Every entry gets copied exactly. No images go into the copy.
• • • • •
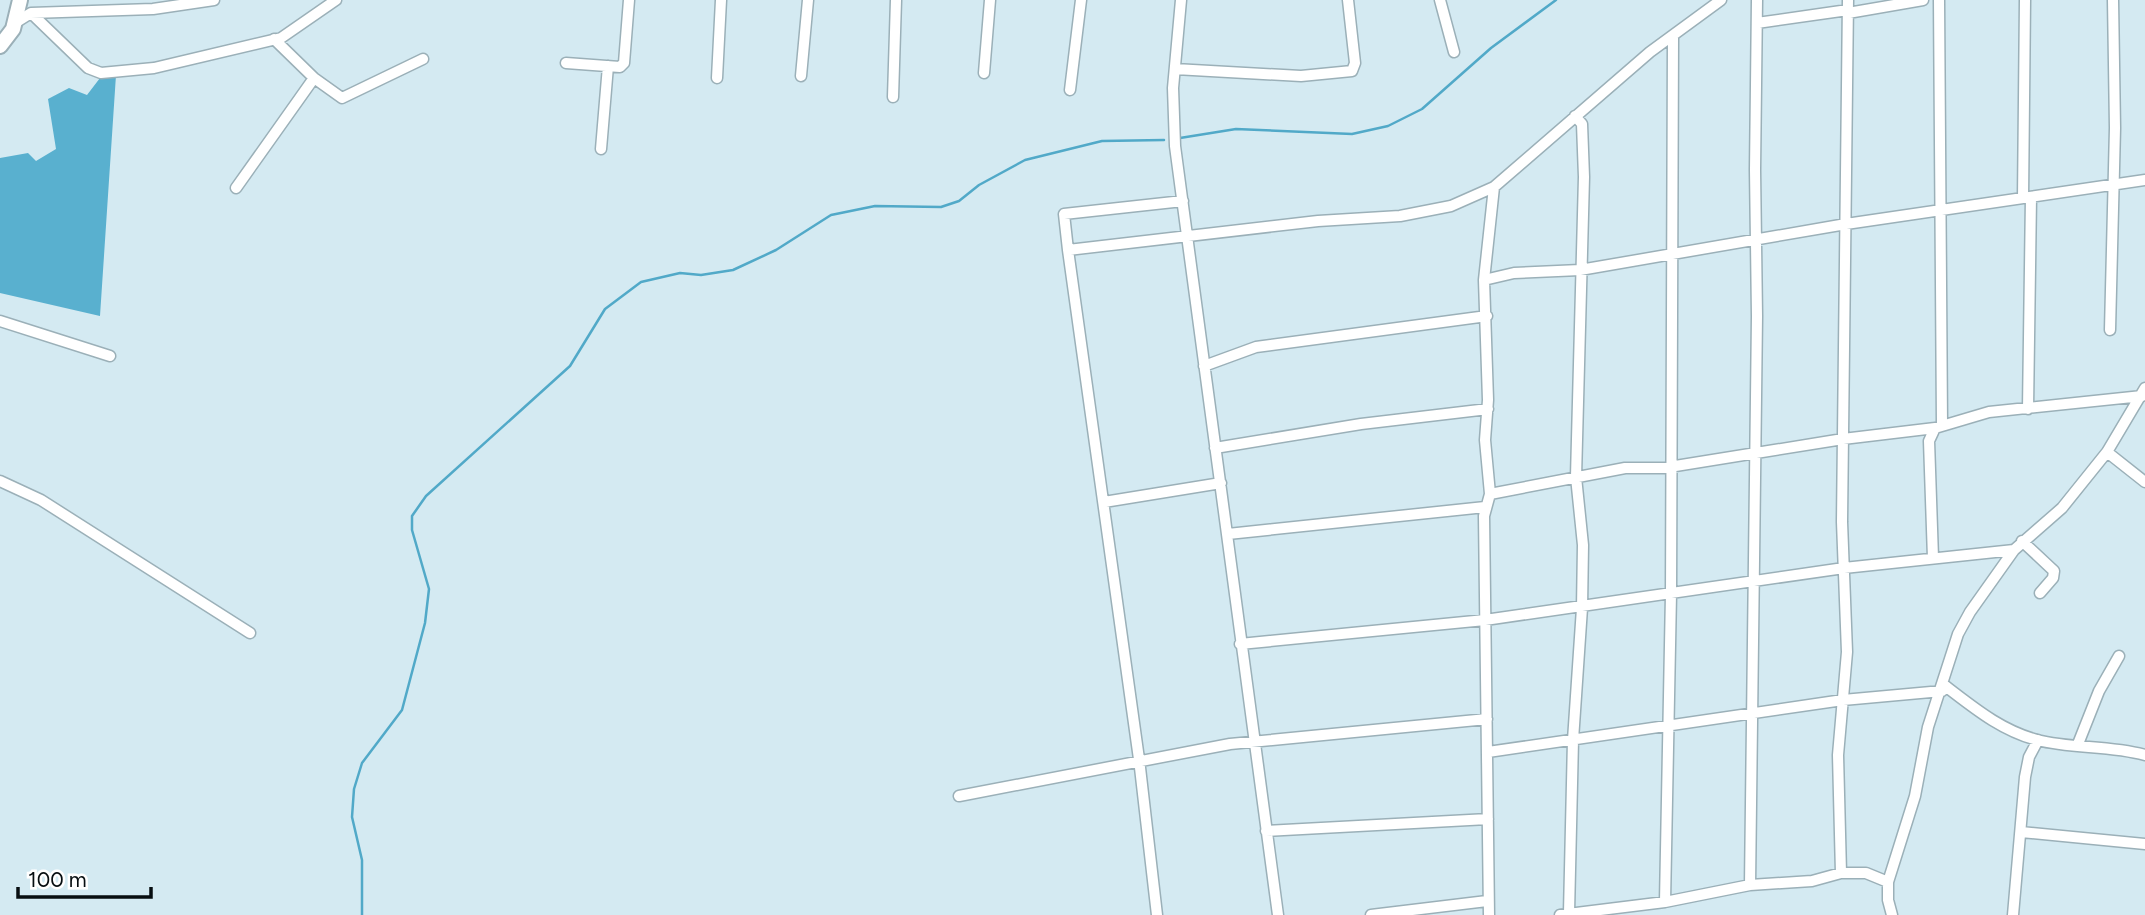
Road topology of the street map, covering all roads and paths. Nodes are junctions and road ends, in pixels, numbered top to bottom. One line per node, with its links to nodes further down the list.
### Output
1 (20, 0): 21 (street)
2 (214, 0): 20 (street)
3 (336, 0): 24 (street)
4 (629, 0): 29 (street)
5 (721, 0): 34 (street)
6 (808, 0): 32 (street)
7 (896, 0): 36 (street)
8 (990, 0): 31 (street)
9 (1081, 0): 35 (street)
10 (1181, 0): 30 (street)
11 (1348, 0): 30 (street)
12 (1440, 0): 26 (street)
13 (1721, 0): 23 (street)
14 (1758, 0): 22 (street)
15 (1923, 0): 19 (street)
16 (1939, 0): 45 (street)
17 (2025, 0): 43 (street)
18 (2113, 0): 40 (street)
19 (1848, 8): 22 (street); 46 (street)
20 (31, 13): 21 (street); 24 (street)
21 (15, 23): 25 (street)
22 (1757, 23): 48 (street)
23 (1673, 38): 37 (street); 50 (street)
24 (274, 39): 33 (street)
25 (0, 47)
26 (1454, 52)
27 (423, 59): 33 (street)
28 (566, 63): 29 (street)
29 (608, 66): 38 (street)
30 (1175, 69): 44 (street)
31 (984, 73)
32 (801, 76)
33 (314, 78): 42 (street)
34 (717, 78)
35 (1070, 90)
36 (893, 97)
37 (1575, 116): 41 (street); 51 (street)
38 (601, 149)
39 (2145, 180): 40 (street)
40 (2112, 185): 43 (street); 55 (street)
41 (1494, 187): 47 (street); 52 (street)
42 (236, 188)
43 (2027, 197): 45 (street); 60 (street)
44 (1183, 201): 47 (street); 49 (street)
45 (1940, 210): 46 (street); 61 (street)
46 (1846, 224): 48 (street); 62 (street)
47 (1189, 238): 49 (street); 57 (street)
48 (1756, 239): 50 (street); 64 (street)
49 (1069, 250): 72 (street)
50 (1672, 254): 51 (street); 66 (street)
51 (1580, 270): 52 (street); 67 (street)
52 (1484, 280): 53 (street)
53 (1487, 316): 57 (street); 59 (street)
54 (0, 321): 56 (street)
55 (2110, 330)
56 (110, 356)
57 (1204, 366): 63 (street)
58 (2143, 394): 60 (street); 65 (street)
59 (1488, 409): 63 (street); 71 (street)
60 (2028, 409): 61 (street)
61 (1938, 427): 62 (street); 77 (street)
62 (1843, 439): 64 (street); 78 (street)
63 (1215, 448): 70 (street)
64 (1755, 452): 66 (street); 79 (street)
65 (2107, 452): 69 (street); 75 (street)
66 (1670, 465): 67 (street); 81 (street)
67 (1576, 477): 71 (street); 82 (street)
68 (0, 481): 84 (street)
69 (2145, 482)
70 (1221, 483): 72 (street); 74 (street)
71 (1490, 494): 73 (street)
72 (1104, 502): 98 (street)
73 (1485, 507): 74 (street); 83 (street)
74 (1228, 534): 85 (street)
75 (2022, 541): 76 (street); 80 (street)
76 (2014, 550): 77 (street); 87 (street)
77 (1933, 558): 78 (street)
78 (1844, 568): 79 (street); 88 (street)
79 (1755, 582): 81 (street); 89 (street)
80 (2040, 593)
81 (1671, 594): 82 (street); 91 (street)
82 (1582, 608): 83 (street); 92 (street)
83 (1485, 620): 85 (street); 90 (street)
84 (250, 633)
85 (1240, 644): 94 (street)
86 (2119, 656): 95 (street)
87 (1943, 688): 88 (street); 93 (street); 105 (street)
88 (1843, 700): 89 (street); 104 (street)
89 (1753, 714): 91 (street); 106 (street)
90 (1486, 719): 94 (street); 96 (street)
91 (1666, 727): 92 (street); 108 (street)
92 (1573, 740): 96 (street); 109 (street)
93 (2038, 740): 95 (street); 102 (street)
94 (1254, 742): 98 (street); 101 (street)
95 (2078, 744): 97 (street)
96 (1488, 751): 100 (street)
97 (2145, 755)
98 (1139, 759): 99 (street); 110 (street)
99 (959, 796)
100 (1489, 819): 101 (street); 107 (street)
101 (1266, 831): 111 (street)
102 (2021, 832): 103 (street); 115 (street)
103 (2145, 844)
104 (1841, 873): 105 (street); 106 (street)
105 (1888, 882): 114 (street)
106 (1750, 886): 108 (street)
107 (1487, 901): 112 (street); 113 (street)
108 (1665, 901): 109 (street)
109 (1564, 914)
110 (1157, 915)
111 (1278, 915)
112 (1371, 915)
113 (1489, 915)
114 (1892, 915)
115 (2013, 915)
• • • • •
**TASK RESULT**
Road topology of the street map, covering all roads and paths. Nodes are junctions and road ends, in pixels, numbered top to bottom. One line per node, with its links to nodes further down the list.
### Output
1 (20, 0): 21 (street)
2 (214, 0): 20 (street)
3 (336, 0): 24 (street)
4 (629, 0): 29 (street)
5 (721, 0): 34 (street)
6 (808, 0): 32 (street)
7 (896, 0): 36 (street)
8 (990, 0): 31 (street)
9 (1081, 0): 35 (street)
10 (1181, 0): 30 (street)
11 (1348, 0): 30 (street)
12 (1440, 0): 26 (street)
13 (1721, 0): 23 (street)
14 (1758, 0): 22 (street)
15 (1923, 0): 19 (street)
16 (1939, 0): 45 (street)
17 (2025, 0): 43 (street)
18 (2113, 0): 40 (street)
19 (1848, 8): 22 (street); 46 (street)
20 (31, 13): 21 (street); 24 (street)
21 (15, 23): 25 (street)
22 (1757, 23): 48 (street)
23 (1673, 38): 37 (street); 50 (street)
24 (274, 39): 33 (street)
25 (0, 47)
26 (1454, 52)
27 (423, 59): 33 (street)
28 (566, 63): 29 (street)
29 (608, 66): 38 (street)
30 (1175, 69): 44 (street)
31 (984, 73)
32 (801, 76)
33 (314, 78): 42 (street)
34 (717, 78)
35 (1070, 90)
36 (893, 97)
37 (1575, 116): 41 (street); 51 (street)
38 (601, 149)
39 (2145, 180): 40 (street)
40 (2112, 185): 43 (street); 55 (street)
41 (1494, 187): 47 (street); 52 (street)
42 (236, 188)
43 (2027, 197): 45 (street); 60 (street)
44 (1183, 201): 47 (street); 49 (street)
45 (1940, 210): 46 (street); 61 (street)
46 (1846, 224): 48 (street); 62 (street)
47 (1189, 238): 49 (street); 57 (street)
48 (1756, 239): 50 (street); 64 (street)
49 (1069, 250): 72 (street)
50 (1672, 254): 51 (street); 66 (street)
51 (1580, 270): 52 (street); 67 (street)
52 (1484, 280): 53 (street)
53 (1487, 316): 57 (street); 59 (street)
54 (0, 321): 56 (street)
55 (2110, 330)
56 (110, 356)
57 (1204, 366): 63 (street)
58 (2143, 394): 60 (street); 65 (street)
59 (1488, 409): 63 (street); 71 (street)
60 (2028, 409): 61 (street)
61 (1938, 427): 62 (street); 77 (street)
62 (1843, 439): 64 (street); 78 (street)
63 (1215, 448): 70 (street)
64 (1755, 452): 66 (street); 79 (street)
65 (2107, 452): 69 (street); 75 (street)
66 (1670, 465): 67 (street); 81 (street)
67 (1576, 477): 71 (street); 82 (street)
68 (0, 481): 84 (street)
69 (2145, 482)
70 (1221, 483): 72 (street); 74 (street)
71 (1490, 494): 73 (street)
72 (1104, 502): 98 (street)
73 (1485, 507): 74 (street); 83 (street)
74 (1228, 534): 85 (street)
75 (2022, 541): 76 (street); 80 (street)
76 (2014, 550): 77 (street); 87 (street)
77 (1933, 558): 78 (street)
78 (1844, 568): 79 (street); 88 (street)
79 (1755, 582): 81 (street); 89 (street)
80 (2040, 593)
81 (1671, 594): 82 (street); 91 (street)
82 (1582, 608): 83 (street); 92 (street)
83 (1485, 620): 85 (street); 90 (street)
84 (250, 633)
85 (1240, 644): 94 (street)
86 (2119, 656): 95 (street)
87 (1943, 688): 88 (street); 93 (street); 105 (street)
88 (1843, 700): 89 (street); 104 (street)
89 (1753, 714): 91 (street); 106 (street)
90 (1486, 719): 94 (street); 96 (street)
91 (1666, 727): 92 (street); 108 (street)
92 (1573, 740): 96 (street); 109 (street)
93 (2038, 740): 95 (street); 102 (street)
94 (1254, 742): 98 (street); 101 (street)
95 (2078, 744): 97 (street)
96 (1488, 751): 100 (street)
97 (2145, 755)
98 (1139, 759): 99 (street); 110 (street)
99 (959, 796)
100 (1489, 819): 101 (street); 107 (street)
101 (1266, 831): 111 (street)
102 (2021, 832): 103 (street); 115 (street)
103 (2145, 844)
104 (1841, 873): 105 (street); 106 (street)
105 (1888, 882): 114 (street)
106 (1750, 886): 108 (street)
107 (1487, 901): 112 (street); 113 (street)
108 (1665, 901): 109 (street)
109 (1564, 914)
110 (1157, 915)
111 (1278, 915)
112 (1371, 915)
113 (1489, 915)
114 (1892, 915)
115 (2013, 915)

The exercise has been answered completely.